Some of the most moving moments in the book come from Young writing about his parent’s divorce. What’s with cars and divorce? Do all of us children of divorce have a car attached? In a chapter covering his dad’s late 1950s Triumph TH3, he remembers his father leaving his mother (with a letter) and that his father was, in his way, telling him about the departure before it happened while driving in that car. “I knew it! I knew it!” little Young exclaims after his father ditches mom. His mother asks, “You knew what?” and then he proceeds to tell her about their car trip. His mother cries and, as Young writes, “I just held on to her.” The memory becomes more painful:
“A few days later, I came home from school and found Mommy in the driveway in front of the garage. She had her record collection out, a big pile of 78s from a couple of boxes. At first, it looked like she was organizing something. But Mommy was crying now, taking out each 78, looking at it, and breaking it on the cement driveway. That was one of the saddest things I have ever seen. I try to block it out of my mind. Just a late afternoon, sun getting ready to set, and there is this picture of her crying and breaking each record, making a little comment with each one.”
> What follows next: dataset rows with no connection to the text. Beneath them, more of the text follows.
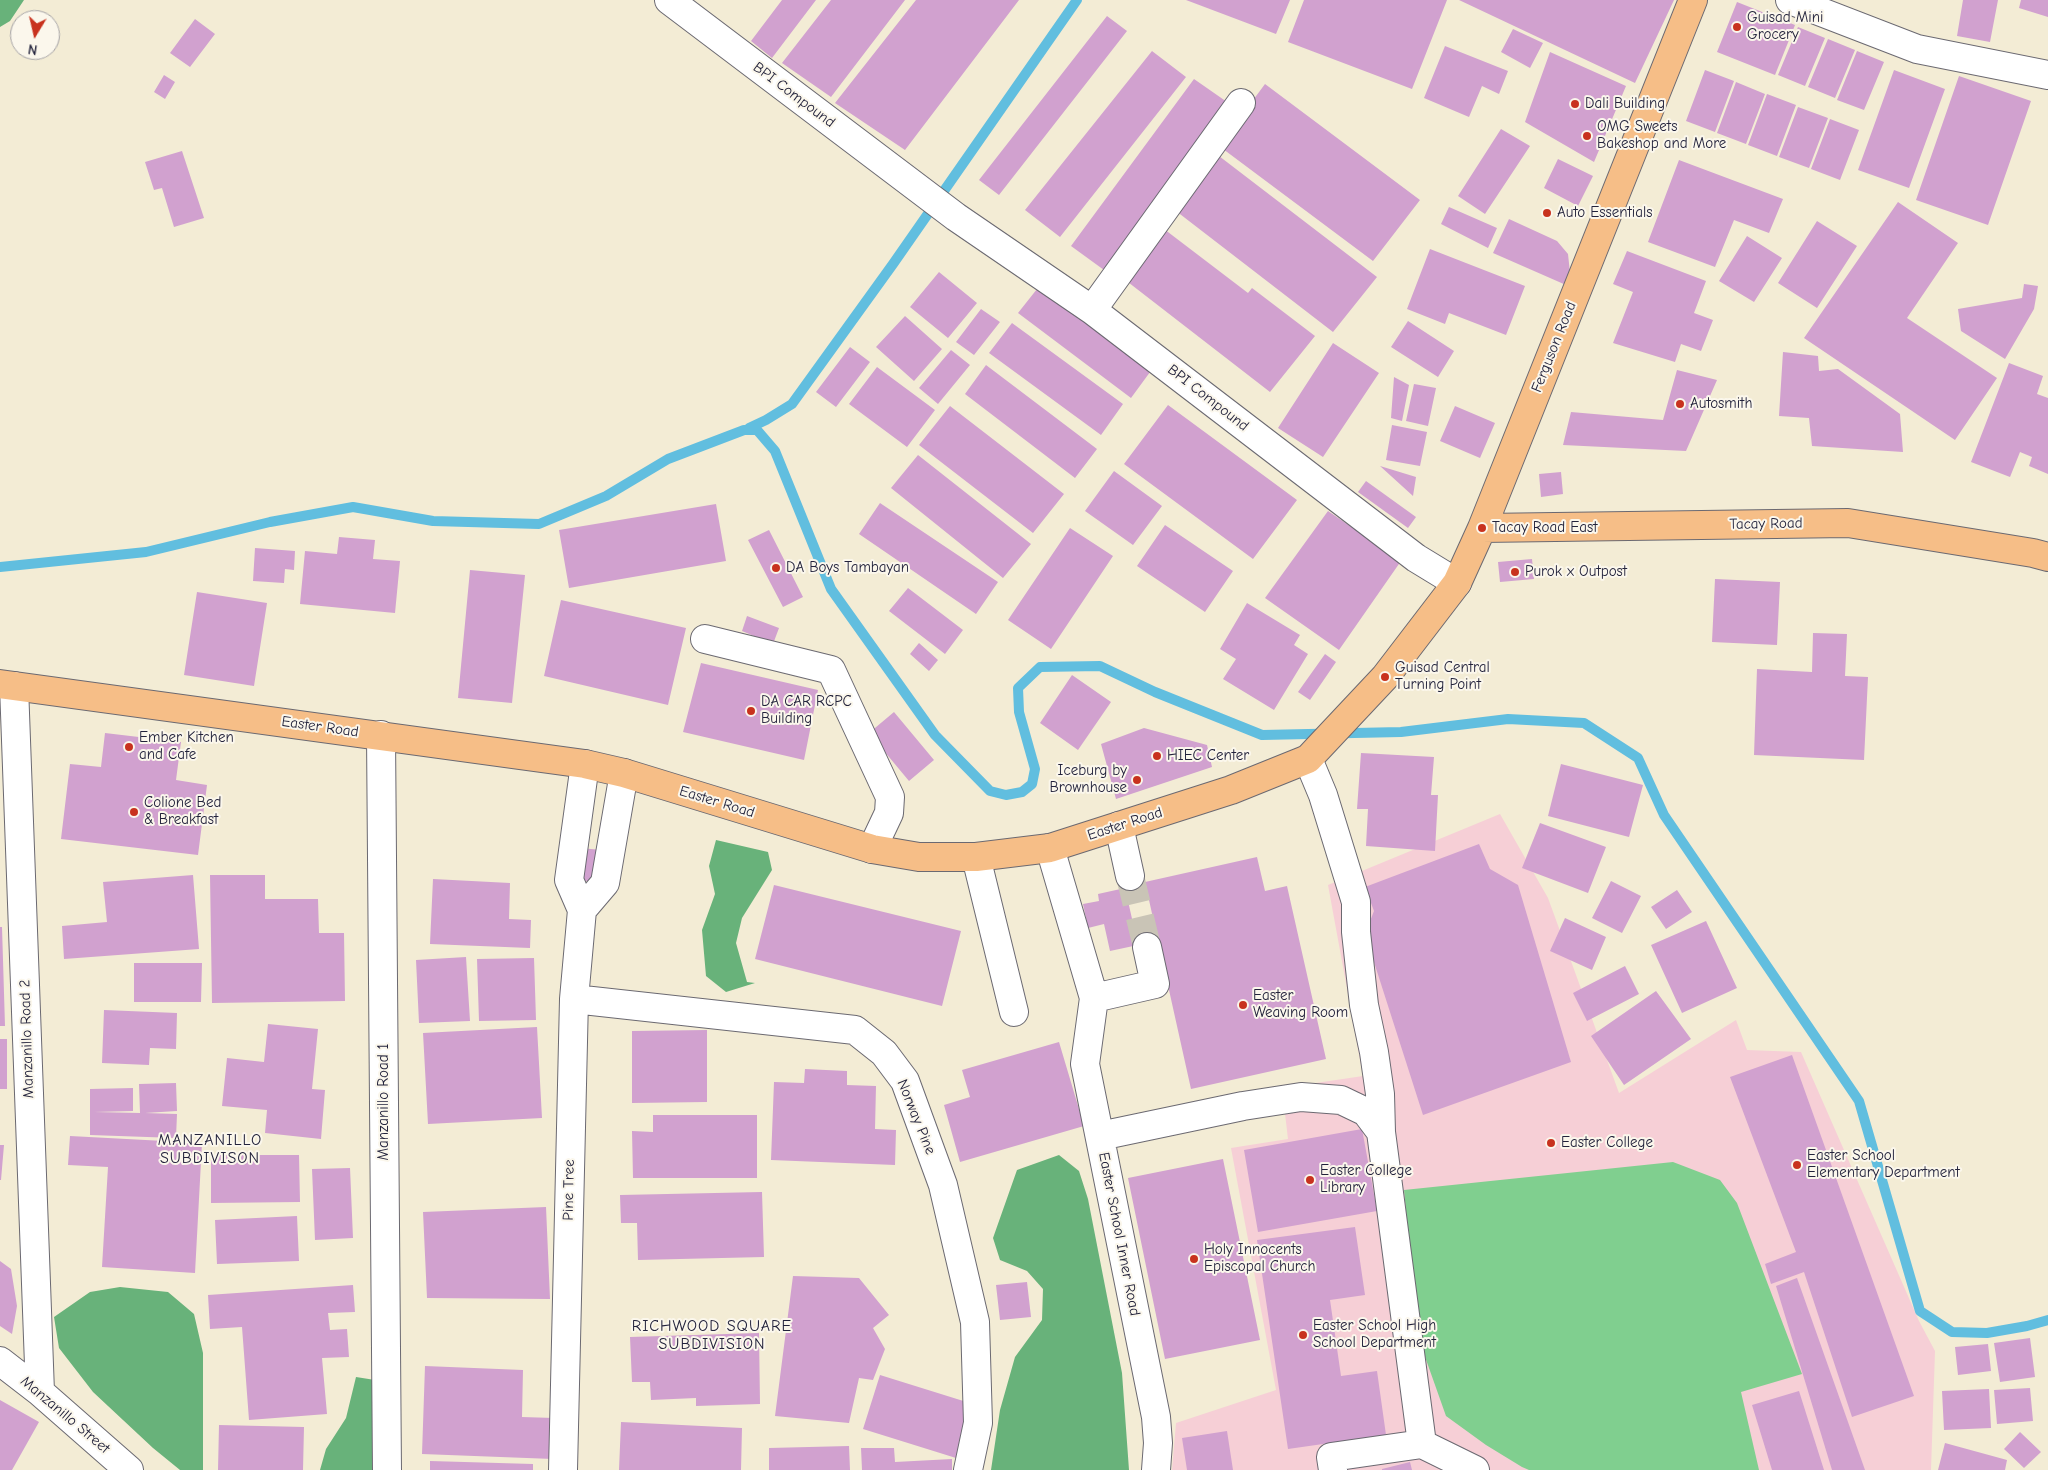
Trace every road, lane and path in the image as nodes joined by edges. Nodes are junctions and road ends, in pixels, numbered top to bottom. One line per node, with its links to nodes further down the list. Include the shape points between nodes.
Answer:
1 (668, 0): 6 (street, BPI Compound, via 956,217)
2 (1693, 0): 7 (main road, Ferguson Road)
3 (1790, 0): 4 (street, via 1917,49)
4 (2048, 75)
5 (1241, 103): 6 (street)
6 (1092, 310): 9 (street, BPI Compound, via 1416,558)
7 (1482, 528): 8 (main road, Tacay Road, via 1848,523); 9 (main road, Ferguson Road)
8 (2048, 557)
9 (1457, 583): 11 (main road, Ferguson Road)
10 (705, 639): 19 (street, via 831,670 890,797 888,813)
11 (1385, 677): 14 (main road, Easter Road)
12 (7, 685): 13 (main road, Easter Road); 30 (street, Manzanillo Road 2)
13 (381, 735): 15 (main road, Easter Road); 33 (street, Manzanillo Road 1)
14 (1314, 752): 17 (main road, Easter Road, via 1231,790); 27 (street, via 1323,795 1356,902 1364,1006 1379,1085)
15 (585, 764): 16 (main road, Easter Road); 22 (street, Pine Tree, via 569,880)
16 (624, 774): 19 (main road, Easter Road); 22 (street, via 605,883)
17 (1118, 826): 18 (main road, Easter Road); 21 (street)
18 (1050, 848): 20 (main road, Easter Road); 24 (street)
19 (872, 849): 20 (main road, Easter Road, via 920,857)
20 (976, 856): 26 (street)
21 (1130, 876)
22 (582, 910): 25 (street, Pine Tree)
23 (1146, 947): 24 (street, via 1155,984)
24 (1094, 998): 28 (street, Easter School Inner Road, via 1086,1064)
25 (574, 999): 34 (street, Pine Tree); 35 (street, Norway Pine, via 855,1030 884,1053 905,1081 943,1185 975,1322 978,1424)
26 (1014, 1012)
27 (1381, 1132): 28 (street, via 1366,1112 1341,1100 1301,1097 1243,1106); 31 (street)
28 (1101, 1144): 36 (street, Easter School Inner Road, via 1156,1417)
29 (0, 1361): 30 (street, Manzanillo Street)
30 (40, 1392): 32 (street, Manzanillo Street)
31 (1422, 1444): 37 (street, via 1331,1457); 38 (street)
32 (129, 1470)
33 (387, 1470)
34 (563, 1470)
35 (968, 1470)
36 (1156, 1470)
37 (1333, 1470)
38 (1475, 1470)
What a heartbreaking recollection. And from car trip to house to garage to driveway to… music. It all swirls together in Young’s evocative memoir. When discussing his 1959 Lincoln Continental, his “most outrageous car of them all” and the one he used in his Bernard Shakey-directed movie Greendale (the car that would become the “LincVolt”) Young reflects in the relative present time (the late 2000’s), driving through a lonely Las Vegas with his partner in Shakey Productions, Larry Johnson, discussing the “empty lots, as well as a huge dark old hotel that was no doubt about to be blown up… The giant building where Elvis had played his first Vegas shows. Such was the way of progress in Las Vegas. Out with the old and in with the new. “
Touchingly, Young wonders how the Continental might feel about this ever-changing Vegas landscape, “rumbling along, taking this in, no doubt noticing it was much older than that aging hotel, now slanted for demolition.” The directness and mystery of Young is all over this book, making it, sometimes, as affecting as his music. When he turns back to both the car and to himself and then, states something so obvious, it takes you aback with its frank emotion, the way a lyric like “Do you think of me and wonder if I’m fine?” does from “Journey Through the Past” (that title and song, is damn nearly what this book is all about).
Young writes, “We were beginning to feel that the Continental had a soul, memories of the past and feelings about where we were going and what we were doing. Spending a lot of time with a car can do that.”